Surely, and at long last, the moment of truth is near for the Parliamentary Labour Party. Yet again displaying their profound unhappiness with Jeremy Corbyn, Labour MPs voted by 169 to 34 on Tuesday to reinstate elections to the Shadow Cabinet so that they, and not the leader most of them loathe, can decide the party’s front bench team.

Good for them, would be the opinion of most people who want to see the British Labour Party at least shaping up to be a proper opposition once again, and not the plaything of Hard Left entryists.

The trouble is that the PLP’s victory may be very short-lived because the change back to MPs electing the Shadow Cabinet, or Parliamentary Committee to give it its Sunday name, has to be ratified by two bodies who could very well give the MPs another bloody nose. The first is the party’s ruling National Executive Committee, an outfit increasingly influenced by the Corbynistas, and then by Labour’s national conference, due at the end of this month in Liverpool.

If either, or both, reject the MPs’ demand can it really be very long before the majority of Labour MPs decide that enough is enough and summon up the courage to leave Corbyn and his less-than-merrymen to their own devices and form a proper centre-left party? A party moreover that might stand a chance of winning something someday.

In the interests of parliamentary democracy in this country they must.

We’ve been here before, of course. It is thirty five years since Labour’s last split but this time the numbers are massively on the side of the moderates. This would make a breakaway much more significant and give it a much better chance of success.
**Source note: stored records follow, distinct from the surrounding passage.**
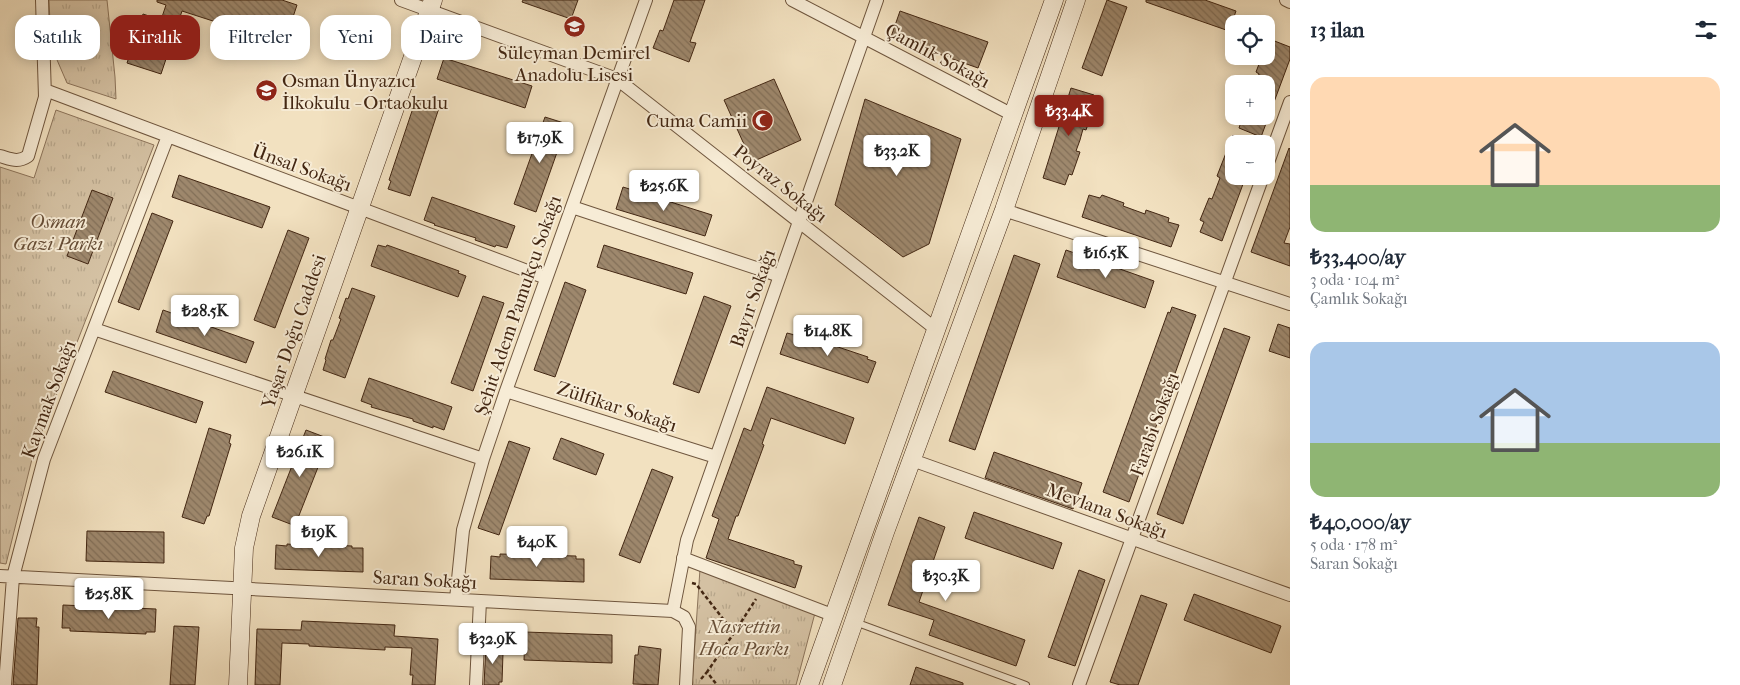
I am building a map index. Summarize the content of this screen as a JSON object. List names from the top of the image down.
{
  "streets": {
    "main road": ["Yaşar Doğu Caddesi"],
    "street": [
      "Çamlık Sokağı",
      "Ünsal Sokağı",
      "Poyraz Sokağı",
      "Bayır Sokağı",
      "Şehit Adem Pamukçu Sokağı",
      "Kaymak Sokağı",
      "Zülfikar Sokağı",
      "Farabi Sokağı",
      "Mevlana Sokağı",
      "Saran Sokağı"
    ]
  },
  "crossings": [
    ["Çamlık Sokağı", "Bayır Sokağı"],
    ["Ünsal Sokağı", "Şehit Adem Pamukçu Sokağı"],
    ["Ünsal Sokağı", "Yaşar Doğu Caddesi"],
    ["Ünsal Sokağı", "Kaymak Sokağı"],
    ["Poyraz Sokağı", "Bayır Sokağı"],
    ["Poyraz Sokağı", "Şehit Adem Pamukçu Sokağı"],
    ["Poyraz Sokağı", "Yaşar Doğu Caddesi"],
    ["Bayır Sokağı", "Zülfikar Sokağı"],
    ["Bayır Sokağı", "Saran Sokağı"],
    ["Şehit Adem Pamukçu Sokağı", "Zülfikar Sokağı"],
    ["Şehit Adem Pamukçu Sokağı", "Saran Sokağı"],
    ["Yaşar Doğu Caddesi", "Saran Sokağı"],
    ["Kaymak Sokağı", "Saran Sokağı"],
    ["Farabi Sokağı", "Mevlana Sokağı"]
  ],
  "parks": ["Osman Gazi Parkı", "Nasrettin Hoca Parkı"],
  "places": {
    "school or university": ["Süleyman Demirel Anadolu Lisesi", "Osman Ünyazıcı İlkokulu - Ortaokulu"],
    "mosque": ["Cuma Camii"]
  },
  "page": {
    "heading": "13 ilan",
    "map_buttons": ["+", "−"],
    "chip": [
      "Satılık",
      "Kiralık",
      "Filtreler",
      "Yeni",
      "Daire"
    ],
    "list": [
      {
        "name": "₺33,400/ay",
        "note": "3 oda · 104 m² · Çamlık Sokağı"
      },
      {
        "name": "₺40,000/ay",
        "note": "5 oda · 178 m² · Saran Sokağı"
      }
    ],
    "price": [
      "₺33.4K",
      "₺17.9K",
      "₺33.2K",
      "₺25.6K",
      "₺16.5K",
      "₺28.5K",
      "₺14.8K",
      "₺26.1K",
      "₺19K",
      "₺40K",
      "₺30.3K",
      "₺25.8K",
      "₺32.9K"
    ]
  }
}
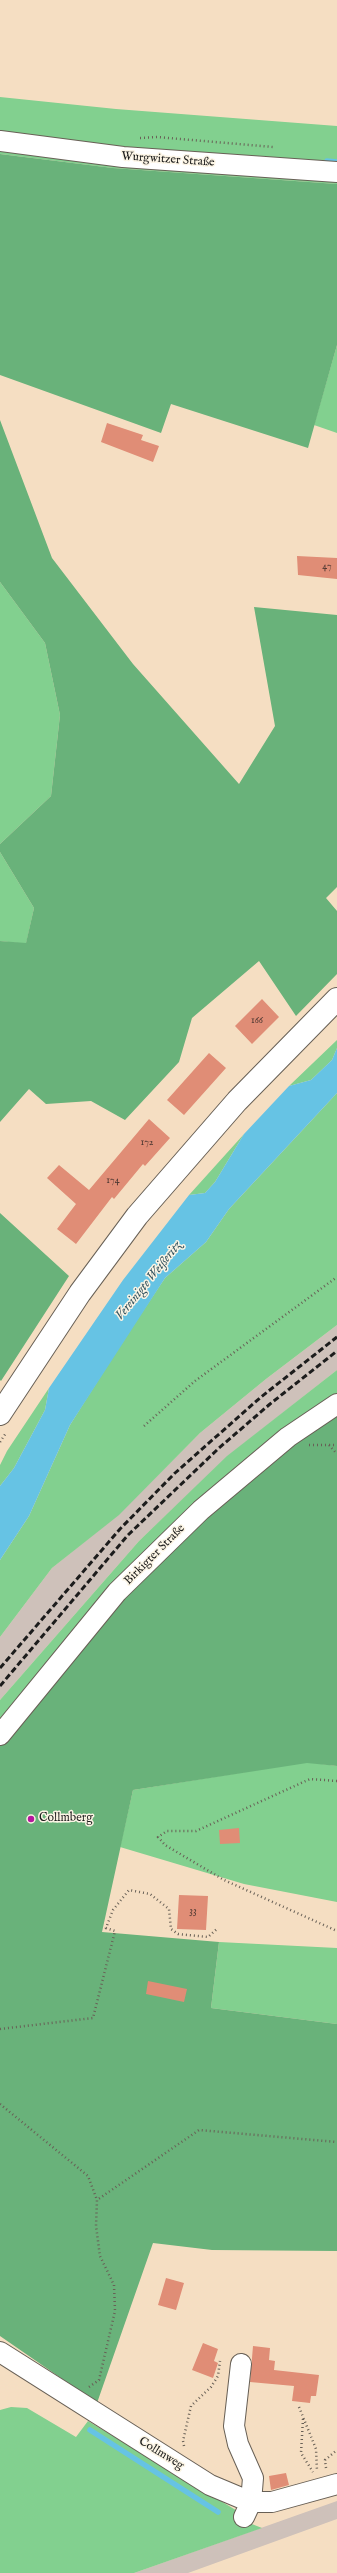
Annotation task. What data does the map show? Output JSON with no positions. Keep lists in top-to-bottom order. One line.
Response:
{"streets":{"street":["Wurgwitzer Straße","Birkigter Straße","Collmweg"]},"water":["Vereinigte Weißeritz"],"places":["Collmberg"],"house_numbers":["47","166","172","174","33"]}
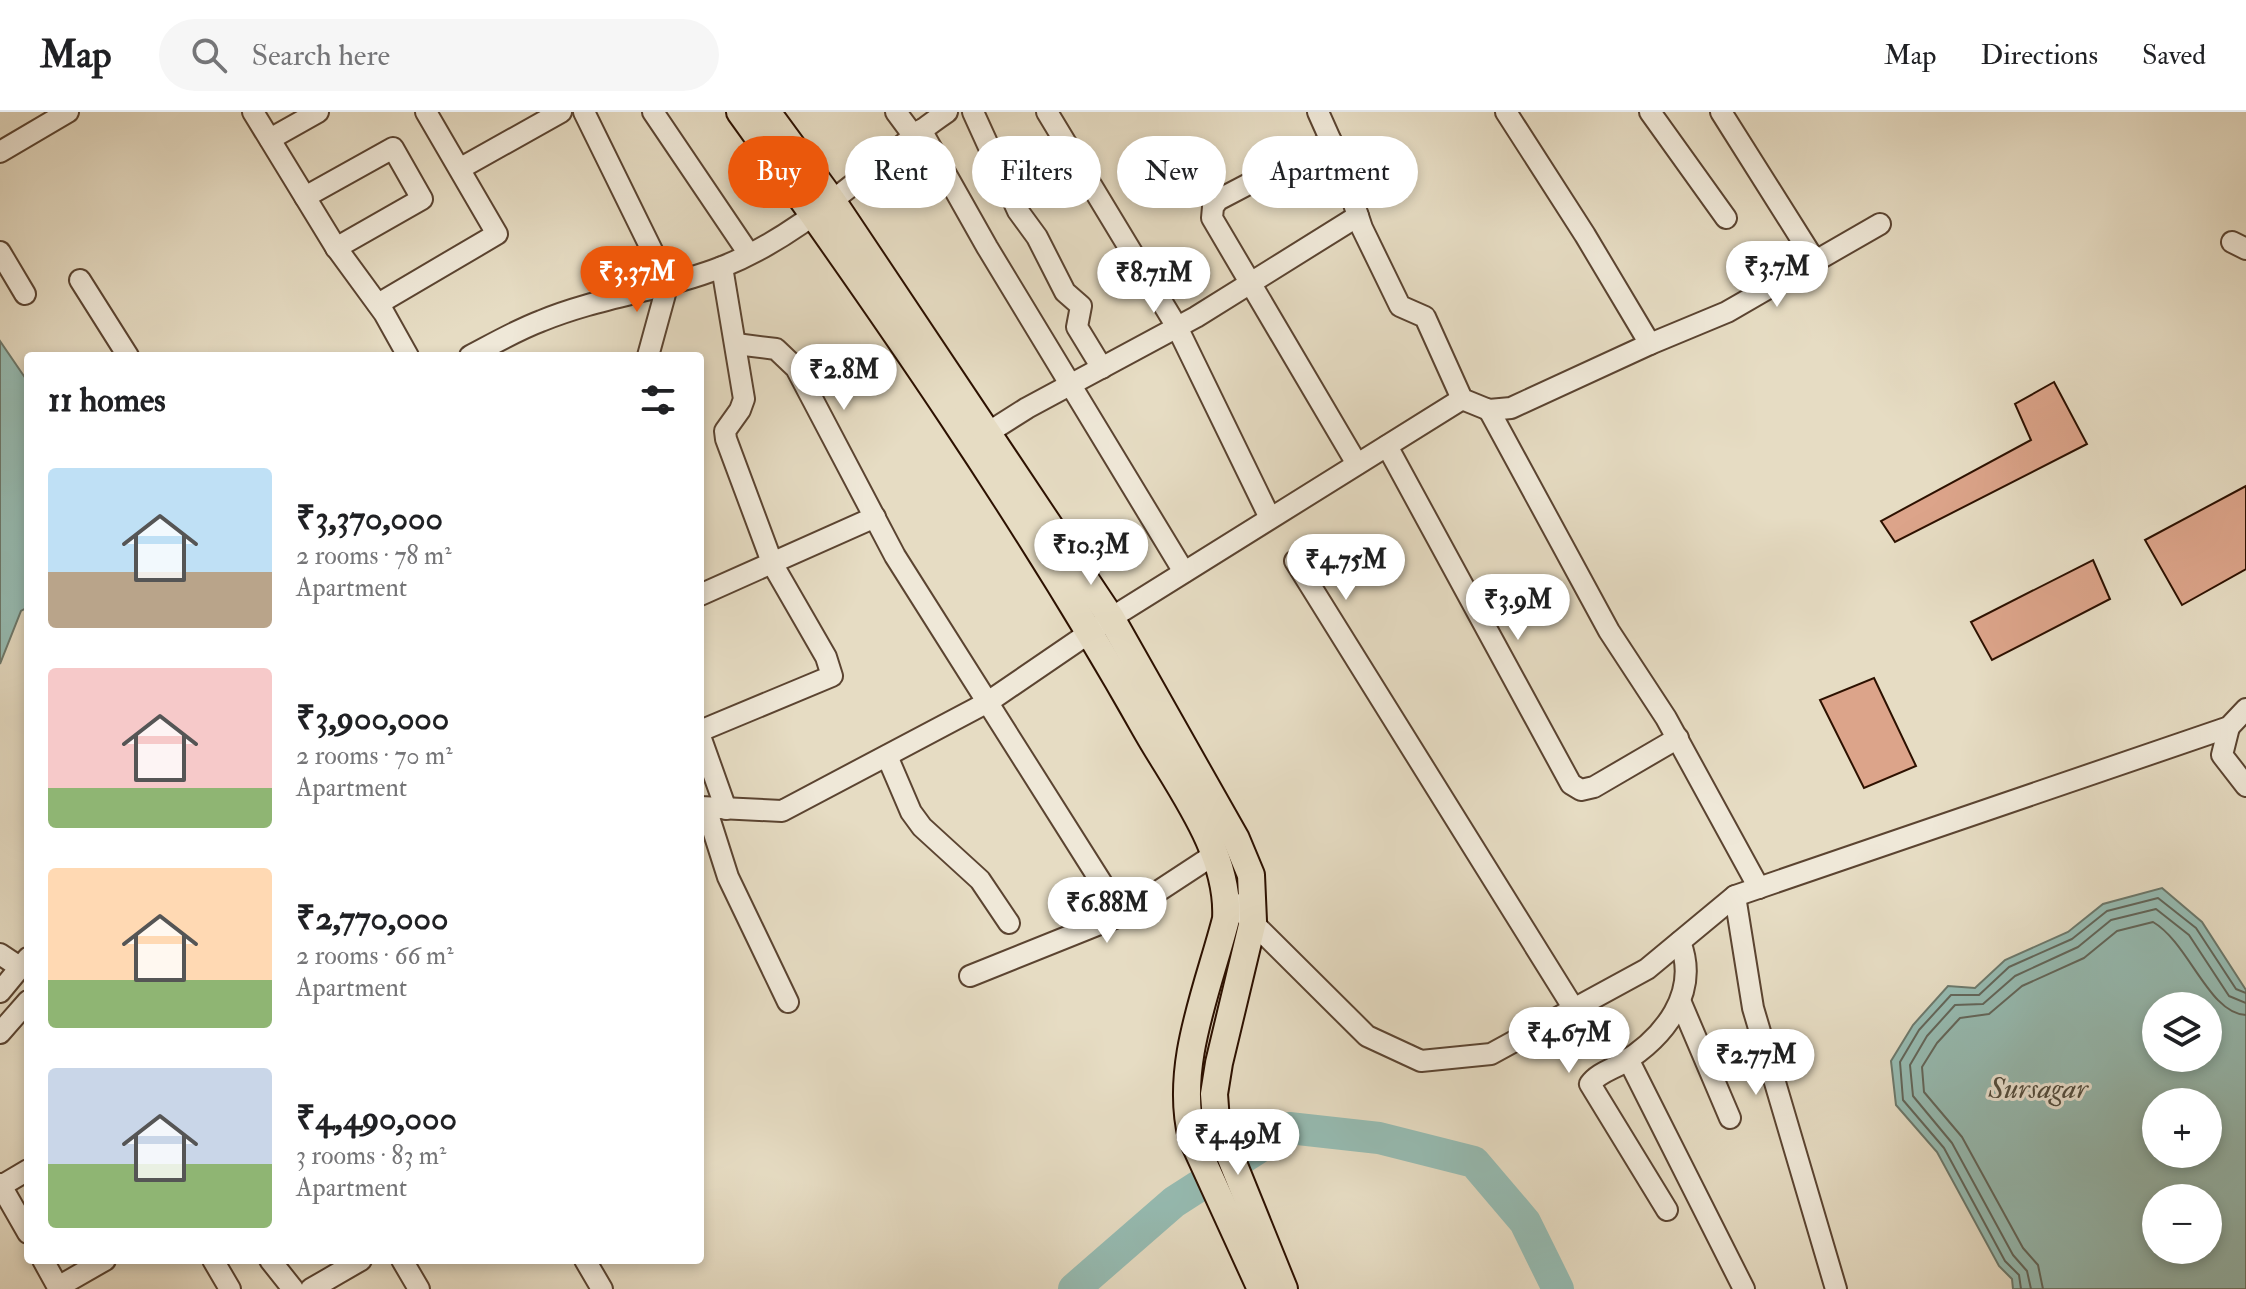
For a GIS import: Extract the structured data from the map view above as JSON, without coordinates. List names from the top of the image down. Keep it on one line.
{"water":["Sursagar"],"page":{"header":"Map","search":"Search here","nav":["Map","Directions","Saved"],"chip":["Buy","Rent","Filters","New","Apartment"],"price":["₹3.7M","₹3.37M","₹8.71M","₹2.8M","₹10.3M","₹4.75M","₹3.9M","₹6.88M","₹4.67M","₹2.77M","₹4.49M"],"heading":"11 homes","list":[{"name":"₹3,370,000","note":"2 rooms · 78 m² · Apartment"},{"name":"₹3,900,000","note":"2 rooms · 70 m² · Apartment"},{"name":"₹2,770,000","note":"2 rooms · 66 m² · Apartment"},{"name":"₹4,490,000","note":"3 rooms · 83 m² · Apartment"}],"map_buttons":["+","−"]}}
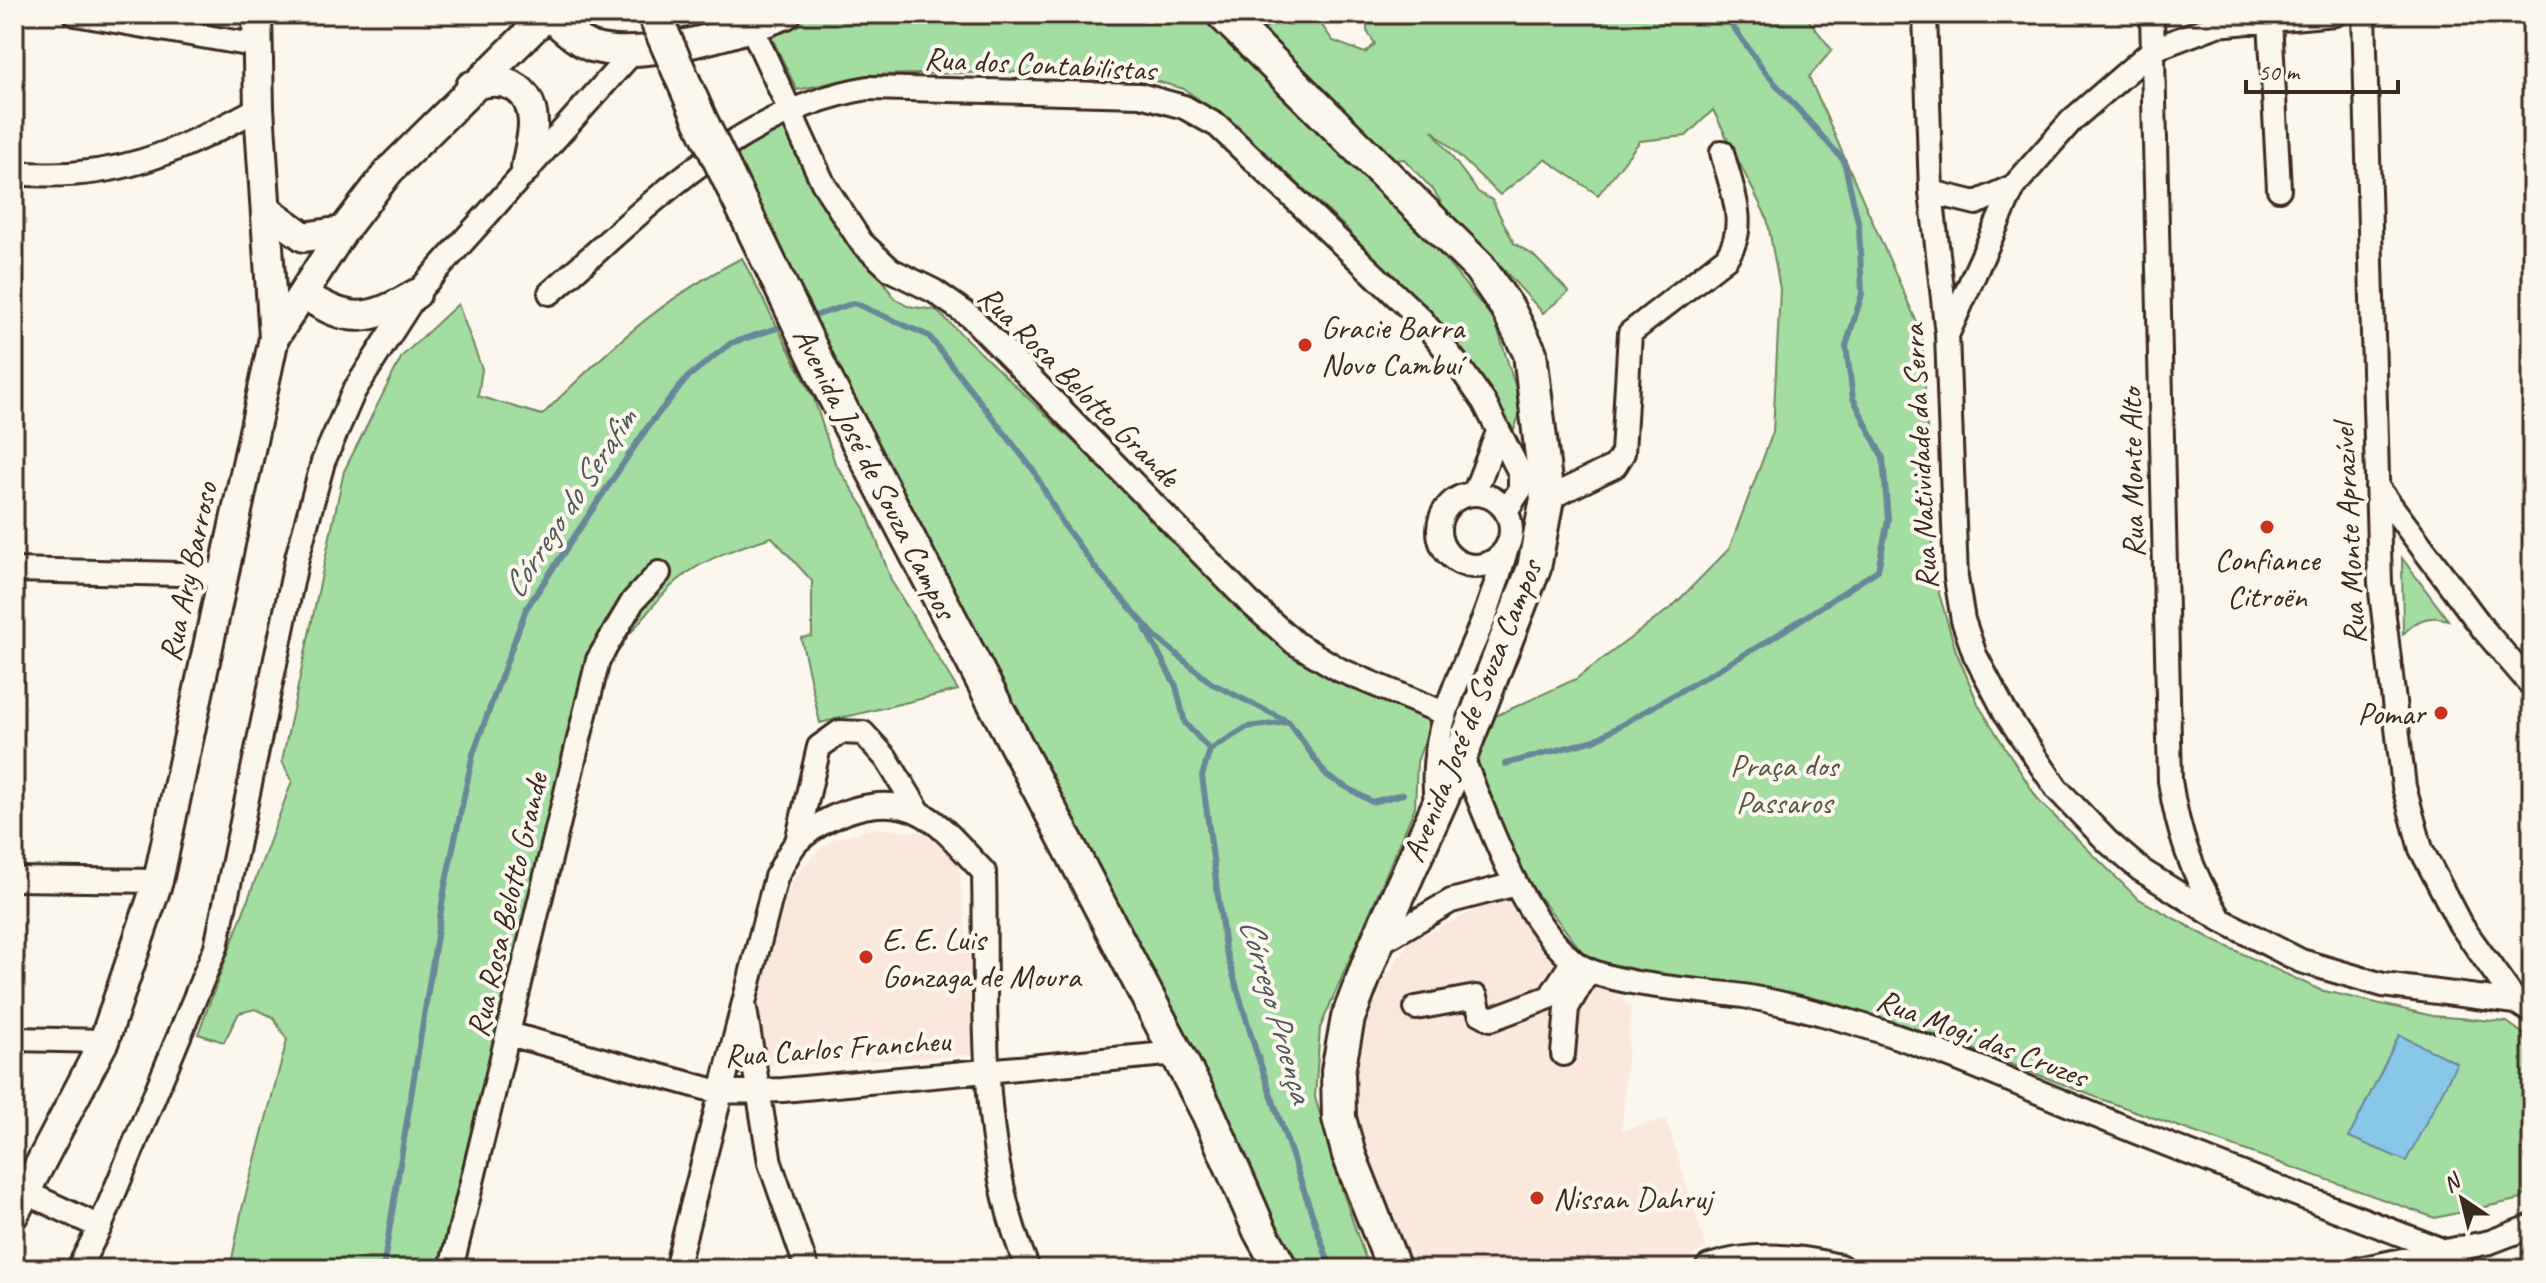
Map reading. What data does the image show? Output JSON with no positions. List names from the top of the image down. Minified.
{"streets":{"highway":["Avenida José de Souza Campos"],"main road":["Rua Ary Barroso"],"street":["Rua dos Contabilistas","Rua Rosa Belotto Grande","Rua Natividade da Serra","Rua Monte Alto","Rua Monte Aprazível","Rua Mogi das Cruzes","Rua Carlos Francheu"]},"crossings":[["Rua dos Contabilistas","Rua Rosa Belotto Grande"],["Rua Rosa Belotto Grande","Rua Carlos Francheu"],["Rua Natividade da Serra","Rua Monte Alto"],["Avenida José de Souza Campos","Rua Carlos Francheu"]],"water":["Córrego do Serafim","Córrego Proença"],"parks":["Praça dos Passaros"],"places":["Gracie Barra Novo Cambuí","Confiance Citroën","Pomar","E. E. Luis Gonzaga de Moura","Nissan Dahruj"],"scale_bar":"50 m","north":"top left"}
On Sunday January 25, 1981 “Find the Gang Of Four” was Fleet Street’s order of the day. Yes, the splitters then were very significant figures – Roy Jenkins, former deputy Labour leader, ex Chancellor and Home Secretary, David Owen, former Foreign Secretary, Shirley Williams, ex Education and Prices Secretary and Bill Rodgers, former Transport Secretary. But, still, they were only four and in spite of the sizeable political earthquake that they subsequently caused they attracted only 28 more Labour MPs (and one Tory) to their banner.

That time round Labour’s special conference at Wembley on Saturday January 24 1981 had proved the final straw for the Gang – or at least provided them with the best excuse for their long-planned breakaway. There Michael Foot’s ineffectual leadership had been exposed as the party, dancing to a tune composed by Tony Benn, swung significantly to the Left. Control of leadership elections was passed to the trades unions and Labour set its face firmly in favour of unilateral disarmament and against EEC ( as it then was) membership.

There was no doubt that the Gang would ‘break the mould’, to use ‘Woy’s’ favourite expression, and split with Labour in the aftermath. The question that dreary Sunday morning was when would they do it and where would they announce it?

The hunt for the gang’s hideout took me first of all to Bill Rodger’s Islington home. It was the obvious place to try as that’s where much of the pre-Wembley plotting had taken place over Silvia Rodger’s dinner table.

But the birds had flown.

Narrow Street in rapidly Yuppiefying Limehouse was my next port of call – the Owen residence. And here they were. After what seemed like an eternity, this “doorstep” revealed all. Out came the Gang to pose for pictures and issue what became known, rather portentously, as the Limehouse Declaration and the establishment of the Council for Social Democracy (or as Dennis Skinner very quickly re-dubbed it – the Council for Social Diseases).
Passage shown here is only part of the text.